Speaking on Today with Sean O’Rourke on RTÉ radio prior to the evacuation on Monday, Ms Tynan said: “She’s in need of a blood transfusion and now we’re trying to get her into hospital.”

Ms Tynan said they had been talking to the doctors in the hospital but nobody could get in or out. “We’re waiting on an airlift about eight hours now,” she said.

“Five feet of water surrounds the apartment block they are staying in. They’re on the fourth and top floor which she hopes will give easy access to helicopters should they arrive.

“We’re getting fairly battered by the level of rain, it’s noisy, it’s loud there are alarms going off with warnings of flash floods, tornado warnings... we’re holding on to power at the moment.”

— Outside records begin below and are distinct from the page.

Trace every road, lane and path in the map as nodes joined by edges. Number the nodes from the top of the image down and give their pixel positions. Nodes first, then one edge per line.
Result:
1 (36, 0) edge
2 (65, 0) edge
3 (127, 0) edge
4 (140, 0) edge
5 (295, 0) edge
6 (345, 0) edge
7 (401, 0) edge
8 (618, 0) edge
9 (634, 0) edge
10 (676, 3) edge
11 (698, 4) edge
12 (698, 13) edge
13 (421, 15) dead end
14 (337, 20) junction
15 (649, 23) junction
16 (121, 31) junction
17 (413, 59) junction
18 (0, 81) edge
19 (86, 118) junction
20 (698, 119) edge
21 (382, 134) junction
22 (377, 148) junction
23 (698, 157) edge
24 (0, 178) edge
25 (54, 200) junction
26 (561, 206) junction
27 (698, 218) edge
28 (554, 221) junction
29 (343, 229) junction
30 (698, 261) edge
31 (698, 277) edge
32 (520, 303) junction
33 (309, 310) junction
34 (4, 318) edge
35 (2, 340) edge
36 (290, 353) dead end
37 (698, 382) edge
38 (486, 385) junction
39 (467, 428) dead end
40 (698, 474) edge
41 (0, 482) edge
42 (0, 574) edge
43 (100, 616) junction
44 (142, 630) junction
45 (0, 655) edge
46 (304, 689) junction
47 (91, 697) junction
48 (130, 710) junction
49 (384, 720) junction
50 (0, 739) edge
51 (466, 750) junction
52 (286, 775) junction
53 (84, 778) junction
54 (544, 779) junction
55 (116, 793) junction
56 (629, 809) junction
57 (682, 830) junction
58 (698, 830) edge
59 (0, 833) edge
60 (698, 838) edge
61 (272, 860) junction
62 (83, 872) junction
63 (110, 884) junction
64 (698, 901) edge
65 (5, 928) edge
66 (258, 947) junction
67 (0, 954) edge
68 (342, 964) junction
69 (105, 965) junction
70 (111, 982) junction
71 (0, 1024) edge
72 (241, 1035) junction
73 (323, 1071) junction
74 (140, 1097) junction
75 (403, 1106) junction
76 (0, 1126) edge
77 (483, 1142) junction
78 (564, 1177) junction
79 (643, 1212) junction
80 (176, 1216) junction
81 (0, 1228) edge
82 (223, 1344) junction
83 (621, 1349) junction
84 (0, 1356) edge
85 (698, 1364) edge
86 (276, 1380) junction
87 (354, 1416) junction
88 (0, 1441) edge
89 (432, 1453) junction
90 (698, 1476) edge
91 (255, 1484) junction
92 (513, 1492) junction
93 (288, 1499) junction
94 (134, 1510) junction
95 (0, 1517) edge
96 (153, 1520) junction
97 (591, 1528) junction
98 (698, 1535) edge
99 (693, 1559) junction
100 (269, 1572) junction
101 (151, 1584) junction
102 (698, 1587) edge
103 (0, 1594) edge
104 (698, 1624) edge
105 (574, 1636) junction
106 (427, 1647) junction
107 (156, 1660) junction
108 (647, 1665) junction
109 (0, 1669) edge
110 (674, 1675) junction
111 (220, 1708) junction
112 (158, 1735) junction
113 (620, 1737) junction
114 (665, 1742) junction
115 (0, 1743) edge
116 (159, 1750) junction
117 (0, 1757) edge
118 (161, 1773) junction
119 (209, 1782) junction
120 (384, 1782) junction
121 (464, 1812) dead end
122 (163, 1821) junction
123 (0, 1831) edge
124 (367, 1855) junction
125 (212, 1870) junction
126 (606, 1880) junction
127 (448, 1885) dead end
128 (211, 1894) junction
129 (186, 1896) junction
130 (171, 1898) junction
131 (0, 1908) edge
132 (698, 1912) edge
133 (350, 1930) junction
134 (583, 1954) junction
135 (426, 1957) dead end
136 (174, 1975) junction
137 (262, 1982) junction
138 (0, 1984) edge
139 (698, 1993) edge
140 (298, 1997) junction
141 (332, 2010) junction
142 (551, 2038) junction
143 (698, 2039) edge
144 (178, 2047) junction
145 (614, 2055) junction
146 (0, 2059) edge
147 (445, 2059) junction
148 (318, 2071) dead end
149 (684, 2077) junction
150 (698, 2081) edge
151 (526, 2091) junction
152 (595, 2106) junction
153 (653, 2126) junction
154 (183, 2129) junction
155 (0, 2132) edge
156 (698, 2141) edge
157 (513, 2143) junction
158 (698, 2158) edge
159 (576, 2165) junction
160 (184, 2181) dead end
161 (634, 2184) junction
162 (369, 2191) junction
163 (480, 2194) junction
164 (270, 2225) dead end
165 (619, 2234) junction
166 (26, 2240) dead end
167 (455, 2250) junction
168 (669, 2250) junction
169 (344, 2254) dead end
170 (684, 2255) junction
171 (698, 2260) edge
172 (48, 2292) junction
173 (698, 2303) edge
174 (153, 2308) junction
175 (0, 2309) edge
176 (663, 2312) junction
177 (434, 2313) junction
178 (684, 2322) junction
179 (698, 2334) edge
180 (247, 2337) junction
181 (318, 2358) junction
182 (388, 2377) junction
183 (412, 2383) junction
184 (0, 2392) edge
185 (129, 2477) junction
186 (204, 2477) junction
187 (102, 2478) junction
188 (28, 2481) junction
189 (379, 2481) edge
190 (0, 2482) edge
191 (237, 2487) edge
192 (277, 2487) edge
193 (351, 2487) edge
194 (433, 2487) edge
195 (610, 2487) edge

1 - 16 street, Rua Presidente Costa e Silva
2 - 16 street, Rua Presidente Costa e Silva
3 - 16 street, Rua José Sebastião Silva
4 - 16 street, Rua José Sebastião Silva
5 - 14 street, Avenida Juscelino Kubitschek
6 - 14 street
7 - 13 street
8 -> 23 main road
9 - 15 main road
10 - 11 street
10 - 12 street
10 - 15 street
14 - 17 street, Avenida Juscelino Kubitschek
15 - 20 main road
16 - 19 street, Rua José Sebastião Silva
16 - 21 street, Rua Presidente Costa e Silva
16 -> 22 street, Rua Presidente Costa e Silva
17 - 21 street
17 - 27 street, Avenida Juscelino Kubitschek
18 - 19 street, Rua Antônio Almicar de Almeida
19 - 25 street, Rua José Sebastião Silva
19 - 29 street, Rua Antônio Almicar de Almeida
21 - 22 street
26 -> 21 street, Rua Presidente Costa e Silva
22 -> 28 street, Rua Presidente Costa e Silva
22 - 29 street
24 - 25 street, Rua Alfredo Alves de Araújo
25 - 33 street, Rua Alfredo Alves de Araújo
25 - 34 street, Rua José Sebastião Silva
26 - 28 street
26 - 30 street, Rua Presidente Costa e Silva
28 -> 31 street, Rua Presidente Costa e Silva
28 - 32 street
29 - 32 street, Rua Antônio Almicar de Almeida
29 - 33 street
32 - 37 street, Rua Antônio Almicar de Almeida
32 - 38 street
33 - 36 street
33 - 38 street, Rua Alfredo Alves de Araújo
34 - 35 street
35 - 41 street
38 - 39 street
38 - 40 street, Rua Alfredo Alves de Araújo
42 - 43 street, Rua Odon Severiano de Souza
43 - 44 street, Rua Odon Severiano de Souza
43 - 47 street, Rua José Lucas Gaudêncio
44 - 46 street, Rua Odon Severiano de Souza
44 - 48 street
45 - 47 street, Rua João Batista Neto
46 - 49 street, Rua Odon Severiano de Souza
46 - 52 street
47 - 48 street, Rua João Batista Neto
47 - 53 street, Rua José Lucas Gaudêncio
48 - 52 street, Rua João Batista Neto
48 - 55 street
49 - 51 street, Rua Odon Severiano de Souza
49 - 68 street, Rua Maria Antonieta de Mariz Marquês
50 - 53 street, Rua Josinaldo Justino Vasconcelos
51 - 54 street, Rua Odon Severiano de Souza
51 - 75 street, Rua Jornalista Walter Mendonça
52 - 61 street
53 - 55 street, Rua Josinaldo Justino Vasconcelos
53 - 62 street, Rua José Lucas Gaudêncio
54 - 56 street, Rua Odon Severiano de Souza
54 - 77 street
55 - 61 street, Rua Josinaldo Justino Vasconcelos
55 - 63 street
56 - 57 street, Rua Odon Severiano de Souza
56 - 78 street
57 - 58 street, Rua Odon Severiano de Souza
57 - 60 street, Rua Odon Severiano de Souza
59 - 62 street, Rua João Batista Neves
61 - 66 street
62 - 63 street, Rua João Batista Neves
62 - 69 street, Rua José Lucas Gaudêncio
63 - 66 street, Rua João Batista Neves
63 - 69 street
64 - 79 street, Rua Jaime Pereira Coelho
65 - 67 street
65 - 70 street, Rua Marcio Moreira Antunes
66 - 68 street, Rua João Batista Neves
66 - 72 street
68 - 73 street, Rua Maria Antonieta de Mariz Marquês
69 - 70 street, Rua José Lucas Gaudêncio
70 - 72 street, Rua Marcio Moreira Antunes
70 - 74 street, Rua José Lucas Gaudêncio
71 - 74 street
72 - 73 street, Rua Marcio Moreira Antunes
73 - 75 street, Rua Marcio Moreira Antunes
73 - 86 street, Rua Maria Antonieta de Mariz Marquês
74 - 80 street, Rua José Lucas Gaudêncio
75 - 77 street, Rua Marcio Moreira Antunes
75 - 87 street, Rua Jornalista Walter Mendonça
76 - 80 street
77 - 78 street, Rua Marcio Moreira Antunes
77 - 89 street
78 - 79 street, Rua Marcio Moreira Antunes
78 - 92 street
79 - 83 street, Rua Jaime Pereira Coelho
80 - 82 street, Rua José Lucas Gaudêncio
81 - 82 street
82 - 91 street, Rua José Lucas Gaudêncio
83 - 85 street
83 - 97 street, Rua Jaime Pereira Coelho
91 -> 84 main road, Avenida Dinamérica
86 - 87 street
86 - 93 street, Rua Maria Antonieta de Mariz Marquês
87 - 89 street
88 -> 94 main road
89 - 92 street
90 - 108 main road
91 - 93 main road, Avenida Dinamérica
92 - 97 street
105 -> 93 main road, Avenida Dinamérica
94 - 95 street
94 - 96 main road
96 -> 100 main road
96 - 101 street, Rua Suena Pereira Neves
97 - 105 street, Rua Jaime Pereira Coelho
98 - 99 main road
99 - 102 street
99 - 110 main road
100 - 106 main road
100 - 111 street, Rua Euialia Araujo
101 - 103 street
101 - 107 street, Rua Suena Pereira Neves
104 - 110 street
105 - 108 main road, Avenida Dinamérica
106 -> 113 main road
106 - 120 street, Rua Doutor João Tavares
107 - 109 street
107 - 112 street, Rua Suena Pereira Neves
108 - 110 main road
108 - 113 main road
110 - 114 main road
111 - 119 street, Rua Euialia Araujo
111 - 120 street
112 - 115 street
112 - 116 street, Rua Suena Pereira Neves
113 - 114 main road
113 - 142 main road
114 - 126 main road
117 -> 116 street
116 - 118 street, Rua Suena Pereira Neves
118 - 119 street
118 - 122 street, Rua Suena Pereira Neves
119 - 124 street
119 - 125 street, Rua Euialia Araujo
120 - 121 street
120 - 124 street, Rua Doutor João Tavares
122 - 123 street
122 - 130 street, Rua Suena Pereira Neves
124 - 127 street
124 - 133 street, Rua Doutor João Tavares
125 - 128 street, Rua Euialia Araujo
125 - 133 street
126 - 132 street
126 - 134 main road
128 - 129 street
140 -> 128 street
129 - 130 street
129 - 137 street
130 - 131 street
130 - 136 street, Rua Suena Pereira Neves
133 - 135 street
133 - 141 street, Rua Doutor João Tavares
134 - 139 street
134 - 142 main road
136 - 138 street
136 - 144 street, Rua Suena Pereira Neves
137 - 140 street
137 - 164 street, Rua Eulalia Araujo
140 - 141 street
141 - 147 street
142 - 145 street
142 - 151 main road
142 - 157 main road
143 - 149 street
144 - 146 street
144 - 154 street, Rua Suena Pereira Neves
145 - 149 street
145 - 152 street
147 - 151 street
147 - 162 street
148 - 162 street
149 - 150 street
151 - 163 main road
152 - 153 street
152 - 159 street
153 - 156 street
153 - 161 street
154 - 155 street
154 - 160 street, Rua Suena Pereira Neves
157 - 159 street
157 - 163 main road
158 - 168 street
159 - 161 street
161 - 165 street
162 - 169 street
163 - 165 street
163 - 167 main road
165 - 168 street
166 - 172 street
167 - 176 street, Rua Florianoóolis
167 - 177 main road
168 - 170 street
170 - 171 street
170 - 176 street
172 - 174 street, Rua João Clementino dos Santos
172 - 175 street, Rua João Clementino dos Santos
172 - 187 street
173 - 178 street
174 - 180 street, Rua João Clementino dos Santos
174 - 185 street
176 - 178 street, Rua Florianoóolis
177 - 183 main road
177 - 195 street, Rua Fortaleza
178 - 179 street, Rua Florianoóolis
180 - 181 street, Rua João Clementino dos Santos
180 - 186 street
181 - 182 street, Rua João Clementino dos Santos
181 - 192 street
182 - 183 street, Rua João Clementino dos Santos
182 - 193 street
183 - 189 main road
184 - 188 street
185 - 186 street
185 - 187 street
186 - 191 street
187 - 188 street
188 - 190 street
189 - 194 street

Ms Tynan said they had received an email from their contacts saying they are expecting “a lot more water to enter the building later on today and that in the coming hour we could be without power”.

“We’re getting more and more anxious because obviously we knew that Shauntelle was going to need blood by Monday. It’s still Sunday night here. We’ve been talking to the hospital and everything but by the time we decided that maybe we should go in early, we were in a situation where we couldn’t get out and no one could get in, so we’ve been trying to monitor her as best we can.

“My mother in law is here and she’s a retired nurse so she’s been a blessing because she’s been able to look for symptoms and help us cope whatever way we can to keep Shauntelle from really panicking and getting overly anxious.”

Ms Tynan said they had to ring 911 three times because the hospital “just told us to keep them updated on where we are”.

Ms Tynan also has an 11-year-old son and 6-year-old daughter who she said they are struggling to keep busy. “We’re trying to keep them excited to be part of this big adventure. That’s the only way we can keep them from not being scared,” she said.

“They’re looking out and they’re starting to get bored. We’re trying to keep them occupied. So long as we have power we can do a certain amount with them but when we lose power ... We could be without power for four to five days,” she said.

“We have no idea what we’re going to do with them or provide if people can’t get out or can’t get in. Neighbours are going to have to start sharing supplies and resources.”